Chez nous, le problème des pelouses en gazon naturel et leur entretien, notamment, se posent avec acuité depuis toujours. On a fait l’autruche pendant des décennies pour découvrir aujourd’hui, consterné, que l’Algérie ne possède pas un seul stade digne de ce nom capable d’accueillir les Verts dans les meilleures conditions.
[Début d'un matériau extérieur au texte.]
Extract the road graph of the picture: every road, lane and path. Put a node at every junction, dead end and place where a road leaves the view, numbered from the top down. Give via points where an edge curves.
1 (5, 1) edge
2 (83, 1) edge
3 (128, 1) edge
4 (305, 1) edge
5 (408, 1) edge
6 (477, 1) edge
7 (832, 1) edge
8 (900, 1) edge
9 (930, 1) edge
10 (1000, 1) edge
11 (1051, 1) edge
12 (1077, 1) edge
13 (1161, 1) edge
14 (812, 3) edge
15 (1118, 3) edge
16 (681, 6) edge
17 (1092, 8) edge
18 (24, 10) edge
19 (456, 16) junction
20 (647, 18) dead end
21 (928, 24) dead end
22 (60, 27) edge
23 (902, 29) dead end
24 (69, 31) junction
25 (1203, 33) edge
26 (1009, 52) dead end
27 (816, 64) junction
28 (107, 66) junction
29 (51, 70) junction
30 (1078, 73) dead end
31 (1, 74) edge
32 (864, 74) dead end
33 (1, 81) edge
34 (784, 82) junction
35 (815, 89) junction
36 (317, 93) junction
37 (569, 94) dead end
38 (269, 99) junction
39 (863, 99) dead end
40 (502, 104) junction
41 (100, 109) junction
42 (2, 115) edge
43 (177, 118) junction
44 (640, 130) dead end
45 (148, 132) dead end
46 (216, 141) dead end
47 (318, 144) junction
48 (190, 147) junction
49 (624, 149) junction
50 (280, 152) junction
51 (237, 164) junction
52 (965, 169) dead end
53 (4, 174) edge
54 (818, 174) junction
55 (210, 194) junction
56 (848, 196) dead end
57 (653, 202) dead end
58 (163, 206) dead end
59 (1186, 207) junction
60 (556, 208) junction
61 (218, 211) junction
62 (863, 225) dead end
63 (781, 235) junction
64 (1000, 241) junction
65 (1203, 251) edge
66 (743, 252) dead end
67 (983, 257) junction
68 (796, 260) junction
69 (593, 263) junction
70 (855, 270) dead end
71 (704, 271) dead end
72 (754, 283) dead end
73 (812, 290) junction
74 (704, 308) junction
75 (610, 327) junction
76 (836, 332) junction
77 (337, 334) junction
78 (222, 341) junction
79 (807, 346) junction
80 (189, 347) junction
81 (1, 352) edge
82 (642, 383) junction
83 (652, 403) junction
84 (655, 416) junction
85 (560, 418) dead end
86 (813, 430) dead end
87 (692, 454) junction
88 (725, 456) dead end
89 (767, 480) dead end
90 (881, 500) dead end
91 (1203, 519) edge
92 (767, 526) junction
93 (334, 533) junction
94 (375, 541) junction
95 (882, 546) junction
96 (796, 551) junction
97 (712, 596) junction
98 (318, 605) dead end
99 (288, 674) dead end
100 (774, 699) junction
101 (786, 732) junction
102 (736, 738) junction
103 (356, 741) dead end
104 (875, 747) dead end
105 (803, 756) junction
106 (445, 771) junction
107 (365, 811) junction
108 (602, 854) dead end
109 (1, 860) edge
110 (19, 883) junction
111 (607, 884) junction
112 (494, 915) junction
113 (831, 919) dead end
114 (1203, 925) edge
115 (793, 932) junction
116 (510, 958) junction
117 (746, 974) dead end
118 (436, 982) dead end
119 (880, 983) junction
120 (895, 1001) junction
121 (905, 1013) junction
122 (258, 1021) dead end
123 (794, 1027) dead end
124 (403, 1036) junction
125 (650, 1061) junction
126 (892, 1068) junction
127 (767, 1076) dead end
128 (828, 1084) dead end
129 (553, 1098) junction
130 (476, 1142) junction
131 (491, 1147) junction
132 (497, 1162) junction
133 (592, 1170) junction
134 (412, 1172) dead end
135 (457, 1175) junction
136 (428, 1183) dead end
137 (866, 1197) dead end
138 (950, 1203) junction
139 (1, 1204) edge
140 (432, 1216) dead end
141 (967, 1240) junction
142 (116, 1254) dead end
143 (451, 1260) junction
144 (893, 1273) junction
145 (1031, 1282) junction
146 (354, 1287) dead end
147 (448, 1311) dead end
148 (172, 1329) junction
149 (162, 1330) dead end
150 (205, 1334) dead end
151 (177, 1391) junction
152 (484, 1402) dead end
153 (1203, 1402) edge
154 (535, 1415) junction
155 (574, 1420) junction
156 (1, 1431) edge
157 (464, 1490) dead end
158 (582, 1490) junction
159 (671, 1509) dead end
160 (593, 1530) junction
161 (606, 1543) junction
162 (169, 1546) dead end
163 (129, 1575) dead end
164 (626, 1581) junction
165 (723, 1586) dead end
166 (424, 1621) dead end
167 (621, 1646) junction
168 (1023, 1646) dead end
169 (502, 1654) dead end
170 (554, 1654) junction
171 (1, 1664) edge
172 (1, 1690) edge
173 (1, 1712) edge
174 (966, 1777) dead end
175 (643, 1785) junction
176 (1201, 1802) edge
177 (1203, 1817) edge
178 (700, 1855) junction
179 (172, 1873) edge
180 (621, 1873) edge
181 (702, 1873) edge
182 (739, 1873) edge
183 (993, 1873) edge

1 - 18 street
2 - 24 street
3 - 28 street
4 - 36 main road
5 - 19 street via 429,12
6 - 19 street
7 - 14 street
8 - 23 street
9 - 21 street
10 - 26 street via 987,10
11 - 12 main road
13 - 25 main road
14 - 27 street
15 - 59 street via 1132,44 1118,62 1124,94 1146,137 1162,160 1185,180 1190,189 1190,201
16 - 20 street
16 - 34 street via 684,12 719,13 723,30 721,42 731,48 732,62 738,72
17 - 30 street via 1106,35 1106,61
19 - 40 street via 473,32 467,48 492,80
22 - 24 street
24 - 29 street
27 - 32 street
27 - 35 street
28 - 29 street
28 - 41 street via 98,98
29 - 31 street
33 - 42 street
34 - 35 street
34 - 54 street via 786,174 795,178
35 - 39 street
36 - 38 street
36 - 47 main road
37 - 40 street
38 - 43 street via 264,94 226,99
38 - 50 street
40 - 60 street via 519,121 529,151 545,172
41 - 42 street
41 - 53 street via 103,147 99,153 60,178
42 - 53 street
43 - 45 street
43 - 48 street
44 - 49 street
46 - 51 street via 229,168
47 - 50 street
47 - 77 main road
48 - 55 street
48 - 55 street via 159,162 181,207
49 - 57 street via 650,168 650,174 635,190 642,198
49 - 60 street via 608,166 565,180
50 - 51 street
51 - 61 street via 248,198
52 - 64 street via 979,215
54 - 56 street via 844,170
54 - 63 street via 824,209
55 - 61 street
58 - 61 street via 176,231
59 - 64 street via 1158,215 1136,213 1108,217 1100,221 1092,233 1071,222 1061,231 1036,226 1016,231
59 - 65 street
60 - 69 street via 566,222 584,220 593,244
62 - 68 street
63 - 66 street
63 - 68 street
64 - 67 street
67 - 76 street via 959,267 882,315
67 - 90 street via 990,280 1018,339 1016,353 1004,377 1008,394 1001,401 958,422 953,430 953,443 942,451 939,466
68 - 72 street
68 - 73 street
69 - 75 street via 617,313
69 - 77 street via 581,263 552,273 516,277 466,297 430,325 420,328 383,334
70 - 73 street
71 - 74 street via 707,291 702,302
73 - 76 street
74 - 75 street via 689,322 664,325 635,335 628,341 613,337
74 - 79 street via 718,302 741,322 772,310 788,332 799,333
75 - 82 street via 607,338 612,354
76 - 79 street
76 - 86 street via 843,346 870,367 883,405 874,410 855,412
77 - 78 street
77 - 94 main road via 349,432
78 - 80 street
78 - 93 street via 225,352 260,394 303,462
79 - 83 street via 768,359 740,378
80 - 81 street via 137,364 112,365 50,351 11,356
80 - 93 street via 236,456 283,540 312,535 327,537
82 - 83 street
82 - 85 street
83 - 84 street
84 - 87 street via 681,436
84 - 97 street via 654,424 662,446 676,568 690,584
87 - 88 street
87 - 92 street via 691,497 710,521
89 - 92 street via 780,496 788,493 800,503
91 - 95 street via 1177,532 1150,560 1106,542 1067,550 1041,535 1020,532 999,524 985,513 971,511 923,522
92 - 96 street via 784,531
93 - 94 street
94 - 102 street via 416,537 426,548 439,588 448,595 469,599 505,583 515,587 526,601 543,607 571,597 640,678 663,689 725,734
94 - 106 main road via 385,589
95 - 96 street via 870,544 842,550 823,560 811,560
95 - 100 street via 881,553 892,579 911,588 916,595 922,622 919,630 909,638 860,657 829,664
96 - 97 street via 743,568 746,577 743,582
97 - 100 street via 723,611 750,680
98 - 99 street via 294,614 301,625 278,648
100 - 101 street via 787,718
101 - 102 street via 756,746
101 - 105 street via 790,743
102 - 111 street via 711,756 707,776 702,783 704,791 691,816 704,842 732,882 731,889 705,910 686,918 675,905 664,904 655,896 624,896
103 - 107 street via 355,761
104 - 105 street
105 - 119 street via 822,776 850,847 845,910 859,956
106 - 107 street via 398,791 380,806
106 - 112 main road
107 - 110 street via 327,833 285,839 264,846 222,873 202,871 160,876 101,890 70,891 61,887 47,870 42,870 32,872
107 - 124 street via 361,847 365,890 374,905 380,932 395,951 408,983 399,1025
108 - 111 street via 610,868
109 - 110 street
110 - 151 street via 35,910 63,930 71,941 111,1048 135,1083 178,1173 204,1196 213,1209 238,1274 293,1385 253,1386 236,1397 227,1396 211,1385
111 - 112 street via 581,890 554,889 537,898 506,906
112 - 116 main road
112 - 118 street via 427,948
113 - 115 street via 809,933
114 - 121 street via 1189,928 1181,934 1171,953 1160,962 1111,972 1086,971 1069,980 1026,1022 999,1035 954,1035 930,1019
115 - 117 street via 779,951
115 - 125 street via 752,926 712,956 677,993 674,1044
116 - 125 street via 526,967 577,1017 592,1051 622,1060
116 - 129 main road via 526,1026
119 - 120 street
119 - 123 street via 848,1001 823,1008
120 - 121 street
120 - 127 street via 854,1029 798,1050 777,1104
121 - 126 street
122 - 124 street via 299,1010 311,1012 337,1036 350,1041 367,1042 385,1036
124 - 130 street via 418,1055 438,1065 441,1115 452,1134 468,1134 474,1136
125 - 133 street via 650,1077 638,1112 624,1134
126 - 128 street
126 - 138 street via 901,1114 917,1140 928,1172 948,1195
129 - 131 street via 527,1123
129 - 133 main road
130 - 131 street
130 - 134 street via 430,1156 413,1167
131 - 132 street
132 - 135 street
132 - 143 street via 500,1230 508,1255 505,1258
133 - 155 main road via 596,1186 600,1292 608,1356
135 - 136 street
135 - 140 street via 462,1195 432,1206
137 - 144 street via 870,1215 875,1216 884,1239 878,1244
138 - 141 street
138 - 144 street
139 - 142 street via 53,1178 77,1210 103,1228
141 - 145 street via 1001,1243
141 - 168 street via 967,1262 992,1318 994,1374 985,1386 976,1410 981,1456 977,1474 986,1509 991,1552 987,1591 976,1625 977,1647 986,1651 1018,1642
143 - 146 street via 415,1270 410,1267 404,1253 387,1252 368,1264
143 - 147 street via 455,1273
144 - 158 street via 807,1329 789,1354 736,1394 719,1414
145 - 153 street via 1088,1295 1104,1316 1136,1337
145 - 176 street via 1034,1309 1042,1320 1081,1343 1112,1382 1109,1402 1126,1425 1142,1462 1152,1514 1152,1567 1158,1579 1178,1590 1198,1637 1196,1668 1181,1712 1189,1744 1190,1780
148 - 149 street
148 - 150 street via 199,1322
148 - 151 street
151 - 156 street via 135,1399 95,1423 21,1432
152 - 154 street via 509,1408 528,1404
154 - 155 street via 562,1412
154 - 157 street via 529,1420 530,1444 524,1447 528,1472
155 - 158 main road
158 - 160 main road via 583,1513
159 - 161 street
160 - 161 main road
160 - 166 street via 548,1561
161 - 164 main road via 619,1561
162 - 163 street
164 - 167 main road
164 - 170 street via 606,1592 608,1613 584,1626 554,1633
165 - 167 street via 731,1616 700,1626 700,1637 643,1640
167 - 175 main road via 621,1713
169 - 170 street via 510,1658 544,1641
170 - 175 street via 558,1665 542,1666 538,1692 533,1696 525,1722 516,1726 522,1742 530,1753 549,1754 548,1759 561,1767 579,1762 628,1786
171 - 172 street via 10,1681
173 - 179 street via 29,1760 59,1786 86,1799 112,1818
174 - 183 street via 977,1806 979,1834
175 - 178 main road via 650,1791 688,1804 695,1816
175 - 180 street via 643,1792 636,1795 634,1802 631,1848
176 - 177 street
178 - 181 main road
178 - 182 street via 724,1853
Parce que Belmadi, Mahrez et Slimani se sont plaints énergiquement de la mauvaise qualité du terrain de Mustapha-Tchaker, le problème a pris une autre dimension au point où les pouvoirs publics, acculés, se sentent contraints de prendre des mesures pour désamorcer un tant soit peu la crise. Des fusibles ont «sauté», comme c’est souvent le cas dans pareille situation. Des bouc-émissaires, diront certains, mais il fallait bien trouver des responsables pour sacrifier sur l’autel de l’incompétence. Mais est-ce seulement un problème d’incompétence? N’est-il pas lié aussi au manque d’investissement dans ce domaine ? L’un ne peut pas aller sans l’autre. La pose d’une pelouse et surtout son entretien exige un savoir-faire méticuleux, voire chirurgical que l’on ne possède pas chez nous ou peu. Un savoir-faire accumulé à travers une expérience de dizaines d’années que seuls des pays avancés maîtrisent parfaitement. Un métier payé royalement en Europe que chez nous on confie à des jardiniers empiriques sans aucune connaissance ou formation en la matière. Il ne faut pas s’étonner du coup de ne pas avoir des pelouses impeccables dans nos stades.

D’ailleurs, c’est pour cette raison que dans les années 80, les autorités ont opté pour des pelouses synthétiques moins coûteuses capables de supporter la charge. C’était la solution de facilité, même si c’est au détriment de la qualité du jeu. Le problème s’est posé à maintes reprises et toutes les tentatives de semer une bonne pelouse se sont avérées vaines. De nombreuses expériences ont été menées au 5-Juillet, celles-ci n’ont jamais abouti. C’est pour cette raison, d’ailleurs, que le stade olympique est souvent fermé… pour travaux. Une fois, on a même peint un terrain pelé en vert pour faire croire que c’est du gazon. Autre anecdote, une fois on a demandé à Moussa Saïb, alors qu’il était l’un des meilleurs joueurs de l’AJ Auxerre et du championnat de France, pourquoi son rendement en club était meilleur qu’avec l’équipe nationale? Il nous a répondu que la qualité du terrain y est pour quelque chose. Evoluer en Europe ou en Afrique, ce n’était pas du tout la même chose, nous a-t-il expliqué. La qualité du gazon joue un grand rôle dans le rendement du joueur. On en est toujours au même point malheureusement. Les années passent sans que l’on trouve une solution durable à ce problème épineux. Maintenant que Belmadi et les joueurs de l’équipe nationale l’ont dénoncé avec insistance, peut-être que les choses vont enfin évoluer. Mais il ne s’agit pas de limoger des responsables, il faut plutôt s’investir pleinement humainement et matériellement, quitte à aller chercher les meilleurs «jardiniers» européens. Reste à savoir s’il y a la volonté politique pour accompagner cet investissement?